EPOwer o PlacEPO?

13 Dic 2017

Un interessante recente studio pubblicato nel 2017 dalla prestigiosa rivista scientifica Lancet Haematology (Effects of erythropoietin on cycling performance of well trained cyclists: a double-blind, randomised, placebo-controlled trial) ha generato un certo scalpore (ed imbarazzo), mettendo in dubbio la efficacia dopante dell’ rhEPO sulle REALI prestazioni del ciclismo su strada. 

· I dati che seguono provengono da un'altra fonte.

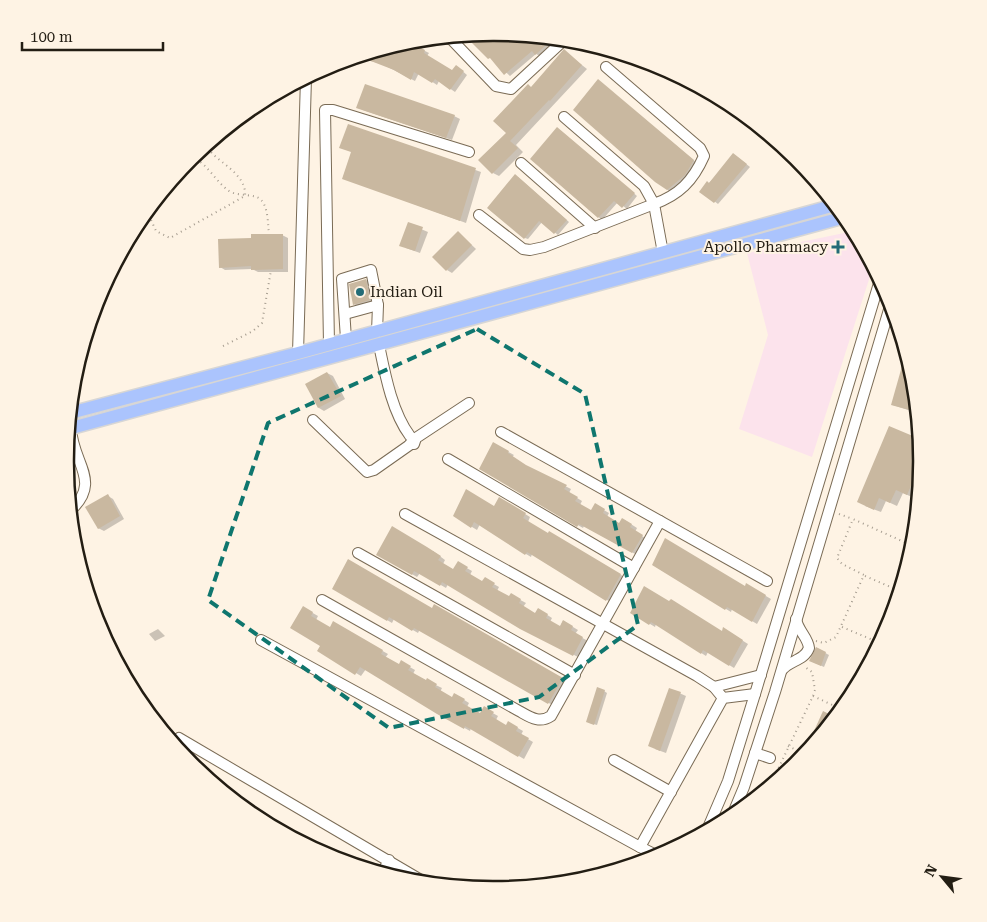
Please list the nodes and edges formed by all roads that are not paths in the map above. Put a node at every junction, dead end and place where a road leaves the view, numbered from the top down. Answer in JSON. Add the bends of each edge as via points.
{"nodes":[{"id":1,"x":453,"y":43,"type":"edge"},
{"id":2,"x":557,"y":46,"type":"edge"},
{"id":3,"x":606,"y":67,"type":"dead end"},
{"id":4,"x":306,"y":86,"type":"edge"},
{"id":5,"x":564,"y":117,"type":"dead end"},
{"id":6,"x":469,"y":152,"type":"dead end"},
{"id":7,"x":521,"y":163,"type":"dead end"},
{"id":8,"x":654,"y":204,"type":"junction"},
{"id":9,"x":828,"y":207,"type":"edge"},
{"id":10,"x":479,"y":214,"type":"dead end"},
{"id":11,"x":837,"y":219,"type":"edge"},
{"id":12,"x":595,"y":228,"type":"junction"},
{"id":13,"x":663,"y":253,"type":"junction"},
{"id":14,"x":877,"y":291,"type":"edge"},
{"id":15,"x":378,"y":305,"type":"junction"},
{"id":16,"x":345,"y":314,"type":"junction"},
{"id":17,"x":887,"y":316,"type":"edge"},
{"id":18,"x":377,"y":332,"type":"junction"},
{"id":19,"x":346,"y":339,"type":"junction"},
{"id":20,"x":328,"y":344,"type":"junction"},
{"id":21,"x":379,"y":345,"type":"junction"},
{"id":22,"x":298,"y":353,"type":"junction"},
{"id":23,"x":469,"y":403,"type":"dead end"},
{"id":24,"x":77,"y":411,"type":"edge"},
{"id":25,"x":313,"y":420,"type":"dead end"},
{"id":26,"x":75,"y":428,"type":"edge"},
{"id":27,"x":500,"y":432,"type":"dead end"},
{"id":28,"x":412,"y":439,"type":"junction"},
{"id":29,"x":74,"y":449,"type":"edge"},
{"id":30,"x":448,"y":458,"type":"dead end"},
{"id":31,"x":76,"y":505,"type":"edge"},
{"id":32,"x":406,"y":514,"type":"dead end"},
{"id":33,"x":660,"y":521,"type":"junction"},
{"id":34,"x":358,"y":553,"type":"dead end"},
{"id":35,"x":634,"y":568,"type":"junction"},
{"id":36,"x":767,"y":581,"type":"dead end"},
{"id":37,"x":322,"y":600,"type":"dead end"},
{"id":38,"x":796,"y":619,"type":"junction"},
{"id":39,"x":604,"y":623,"type":"junction"},
{"id":40,"x":261,"y":640,"type":"dead end"},
{"id":41,"x":781,"y":671,"type":"junction"},
{"id":42,"x":575,"y":675,"type":"junction"},
{"id":43,"x":761,"y":675,"type":"junction"},
{"id":44,"x":714,"y":687,"type":"junction"},
{"id":45,"x":755,"y":694,"type":"junction"},
{"id":46,"x":723,"y":698,"type":"junction"},
{"id":47,"x":178,"y":739,"type":"edge"},
{"id":48,"x":755,"y":753,"type":"junction"},
{"id":49,"x":770,"y":758,"type":"dead end"},
{"id":50,"x":614,"y":760,"type":"dead end"},
{"id":51,"x":671,"y":792,"type":"junction"},
{"id":52,"x":737,"y":803,"type":"edge"},
{"id":53,"x":711,"y":820,"type":"edge"},
{"id":54,"x":640,"y":847,"type":"junction"},
{"id":55,"x":648,"y":851,"type":"edge"},
{"id":56,"x":389,"y":860,"type":"junction"},
{"id":57,"x":386,"y":866,"type":"edge"},
{"id":58,"x":408,"y":872,"type":"edge"}],
"edges":[{"from":1,"to":2,"type":"street","via":[[496,86],[511,89]]},
{"from":3,"to":8,"type":"street","via":[[700,148],[704,156],[689,181],[674,196]]},
{"from":4,"to":22,"type":"street"},
{"from":5,"to":8,"type":"street","via":[[644,186]]},
{"from":6,"to":20,"type":"street","via":[[325,110]]},
{"from":7,"to":12,"type":"street"},
{"from":8,"to":12,"type":"street"},
{"from":8,"to":13,"type":"street"},
{"from":9,"to":13,"type":"main road"},
{"from":10,"to":12,"type":"street","via":[[523,249],[530,250]]},
{"from":11,"to":21,"type":"main road"},
{"from":13,"to":18,"type":"main road"},
{"from":14,"to":43,"type":"street"},
{"from":15,"to":16,"type":"street"},
{"from":15,"to":16,"type":"street","via":[[371,270],[342,279]]},
{"from":15,"to":18,"type":"street"},
{"from":16,"to":19,"type":"street"},
{"from":17,"to":38,"type":"street"},
{"from":18,"to":19,"type":"main road"},
{"from":19,"to":20,"type":"main road"},
{"from":20,"to":22,"type":"main road"},
{"from":21,"to":26,"type":"main road"},
{"from":21,"to":28,"type":"street","via":[[402,425]]},
{"from":22,"to":24,"type":"main road"},
{"from":23,"to":28,"type":"street"},
{"from":25,"to":28,"type":"street","via":[[367,472],[374,470]]},
{"from":27,"to":33,"type":"street"},
{"from":29,"to":31,"type":"street","via":[[84,474],[85,488]]},
{"from":30,"to":35,"type":"street"},
{"from":32,"to":39,"type":"street"},
{"from":33,"to":35,"type":"street"},
{"from":33,"to":36,"type":"street"},
{"from":34,"to":42,"type":"street"},
{"from":35,"to":39,"type":"street"},
{"from":37,"to":42,"type":"street","via":[[537,720],[544,721],[551,716]]},
{"from":38,"to":41,"type":"street"},
{"from":38,"to":41,"type":"street","via":[[810,650]]},
{"from":39,"to":42,"type":"street"},
{"from":39,"to":44,"type":"street"},
{"from":40,"to":54,"type":"street"},
{"from":41,"to":48,"type":"street"},
{"from":43,"to":44,"type":"street"},
{"from":43,"to":45,"type":"street"},
{"from":44,"to":46,"type":"street"},
{"from":45,"to":46,"type":"street"},
{"from":45,"to":53,"type":"street","via":[[728,781]]},
{"from":46,"to":51,"type":"street"},
{"from":47,"to":56,"type":"street"},
{"from":48,"to":49,"type":"street"},
{"from":48,"to":52,"type":"street"},
{"from":50,"to":51,"type":"street"},
{"from":51,"to":54,"type":"street"},
{"from":54,"to":55,"type":"street"},
{"from":56,"to":57,"type":"street"},
{"from":56,"to":58,"type":"street"}]}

Tutti i numerosi studi precedenti avevano infatti valutato gli effetti dell’ rhEPO su test effettuati in laboratorio (per lo più brevi test incrementali).

 

Lo studio olandese, randomizzato, in doppio cieco, con controllo placebo, ha selezionato 48 ciclisti di medio livello che avrebbero poi partecipato ad una competizione ciclistica di 110 km (con dislivello 1524 m), completata dalla scalata al monte Ventoux (ulteriori 20 km con 1690 m di dislivello).

 

A 24 ciclisti è stata somministrata rhEPO (epoietin beta) sottocute per un periodo di 8 settimane (in media 6000 UI/sett). Agli altri 24 ciclisti è stato iniettato un placebo (0.9% NaCl) durante lo stesso periodo che precedeva la gara.

Tutti i 48 ciclisti assunsero giornalmente 200 mg di ferro fumarato e 50 mg di acido ascorbico per via orale.

Terapie e placebo furono interrotte 12 giorni prima della gara.

Il gruppo trattato con rhEPO ha mostrato un aumento medio dell' ematocrito del 16% e dell’ Hb del 12% , mentre nel gruppo placebo i due valori sono rimasti invariati.

Il giorno della gara tutti i ciclisti percorsero i primi 110 km tutti assieme in gruppo, per poi cimentarsi nella scalata al Ventoux al meglio delle loro possibilità.

 

Temperatura di 20° c all’ inizio della scalata e di 5°c in vetta, con forte vento da nord (fino a 85 km/h). 4 ciclisti (2 di ciascun gruppo) non terminarono la gara a causa di affaticamento fisico. Il tempo medio di scalata nel gruppo trattato con rhEPO è stato di 1h40’32”, mentre nel gruppo Placebo il tempo medio è stato 1h40’15”.

NESSUNA differenza significativa dunque tra i due gruppi che hanno espresso prestazioni più che dignitose, considerando il duro percorso e il forte vento, con una VAM = 1010m/h in media sulla scalata al Ventoux.

 

Al termine della gara a tutti i partecipanti è stato domandato se ritenevano di essere stati trattati con rhEPO o placebo: solo il 39% dei ciclisti trattati con rhEPO fu in grado di riconoscerlo (il 61% di essi ritenne di essere stato trattato con placebo!), mentre il 25% del gruppo placebo erano convinti di aver ricevuto rhEPO.

Hb e Hct non risultarono correlati con i tempi di scalata del Ventoux.

 

Il gruppo trattato con rhEPO non mostrò effetti collaterali superiori alla somministrazione del placebo. Pressione arteriosa, frequenza cardiaca  e fattori di coagulazione risultarono simili nei due gruppi.

Considerando il mito di farmaco doping a cinque stelle attribuito all’ EPO dai media, dalle organizzazioni antidoping e dai racconti degli stessi atleti, è difficile credere che in realtà la rhEPO non faccia nulla sulla prestazione del ciclismo su strada.

Questo studio, originale e ben strutturato, suggerisce comunque con forza che il possibile effetto dell’ rhEPO sulle reali prestazioni di gara sia stato fortemente SOVRASTIMATO e STRUMENTALIZZATO nel corso degli anni, al pari di gran parte delle cosiddette sostanze dopanti, i cui effetti non sono mai stati dimostrati da studi indipendenti (non direttamente coinvolti nella Lotta al Doping™).